**INSTRUCTIONS TO FOLLOW:** Starting at the first line of the data below, repeat each line word for word up to and including the line with "What data does".

**INPUT DATA:**

:::::

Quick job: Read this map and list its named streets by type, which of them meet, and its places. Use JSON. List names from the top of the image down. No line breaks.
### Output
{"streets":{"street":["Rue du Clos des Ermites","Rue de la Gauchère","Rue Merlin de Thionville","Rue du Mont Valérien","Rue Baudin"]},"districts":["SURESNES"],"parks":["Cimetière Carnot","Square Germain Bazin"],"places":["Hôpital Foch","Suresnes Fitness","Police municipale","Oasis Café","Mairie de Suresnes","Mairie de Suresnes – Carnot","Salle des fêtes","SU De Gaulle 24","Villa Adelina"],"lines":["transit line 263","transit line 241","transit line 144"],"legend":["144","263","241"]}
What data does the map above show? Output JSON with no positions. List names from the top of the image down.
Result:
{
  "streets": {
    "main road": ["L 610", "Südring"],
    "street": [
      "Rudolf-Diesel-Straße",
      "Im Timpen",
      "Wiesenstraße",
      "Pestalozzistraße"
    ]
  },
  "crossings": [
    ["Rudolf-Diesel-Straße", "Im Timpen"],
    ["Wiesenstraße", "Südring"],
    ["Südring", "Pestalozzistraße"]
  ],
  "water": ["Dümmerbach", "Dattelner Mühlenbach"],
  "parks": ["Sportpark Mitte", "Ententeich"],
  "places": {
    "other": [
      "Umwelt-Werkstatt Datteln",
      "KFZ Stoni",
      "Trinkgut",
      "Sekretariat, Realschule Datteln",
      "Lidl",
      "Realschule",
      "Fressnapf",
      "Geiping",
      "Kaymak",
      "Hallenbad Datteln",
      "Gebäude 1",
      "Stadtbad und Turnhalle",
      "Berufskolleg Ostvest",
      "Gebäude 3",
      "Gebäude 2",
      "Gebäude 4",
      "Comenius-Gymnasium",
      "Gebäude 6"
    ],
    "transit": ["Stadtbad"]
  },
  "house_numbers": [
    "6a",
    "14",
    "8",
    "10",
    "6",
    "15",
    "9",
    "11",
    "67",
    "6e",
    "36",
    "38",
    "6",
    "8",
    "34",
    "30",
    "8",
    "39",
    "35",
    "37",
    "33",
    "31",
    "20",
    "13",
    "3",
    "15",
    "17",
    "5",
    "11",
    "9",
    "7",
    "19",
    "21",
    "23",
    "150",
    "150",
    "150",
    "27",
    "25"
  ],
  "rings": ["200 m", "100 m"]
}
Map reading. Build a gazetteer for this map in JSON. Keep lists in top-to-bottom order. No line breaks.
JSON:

:::::

**SOLUTION TO THIS EXERCISE:**
Quick job: Read this map and list its named streets by type, which of them meet, and its places. Use JSON. List names from the top of the image down. No line breaks.
### Output
{"streets":{"street":["Rue du Clos des Ermites","Rue de la Gauchère","Rue Merlin de Thionville","Rue du Mont Valérien","Rue Baudin"]},"districts":["SURESNES"],"parks":["Cimetière Carnot","Square Germain Bazin"],"places":["Hôpital Foch","Suresnes Fitness","Police municipale","Oasis Café","Mairie de Suresnes","Mairie de Suresnes – Carnot","Salle des fêtes","SU De Gaulle 24","Villa Adelina"],"lines":["transit line 263","transit line 241","transit line 144"],"legend":["144","263","241"]}
What data does the map above show? Output JSON with no positions. List names from the top of the image down.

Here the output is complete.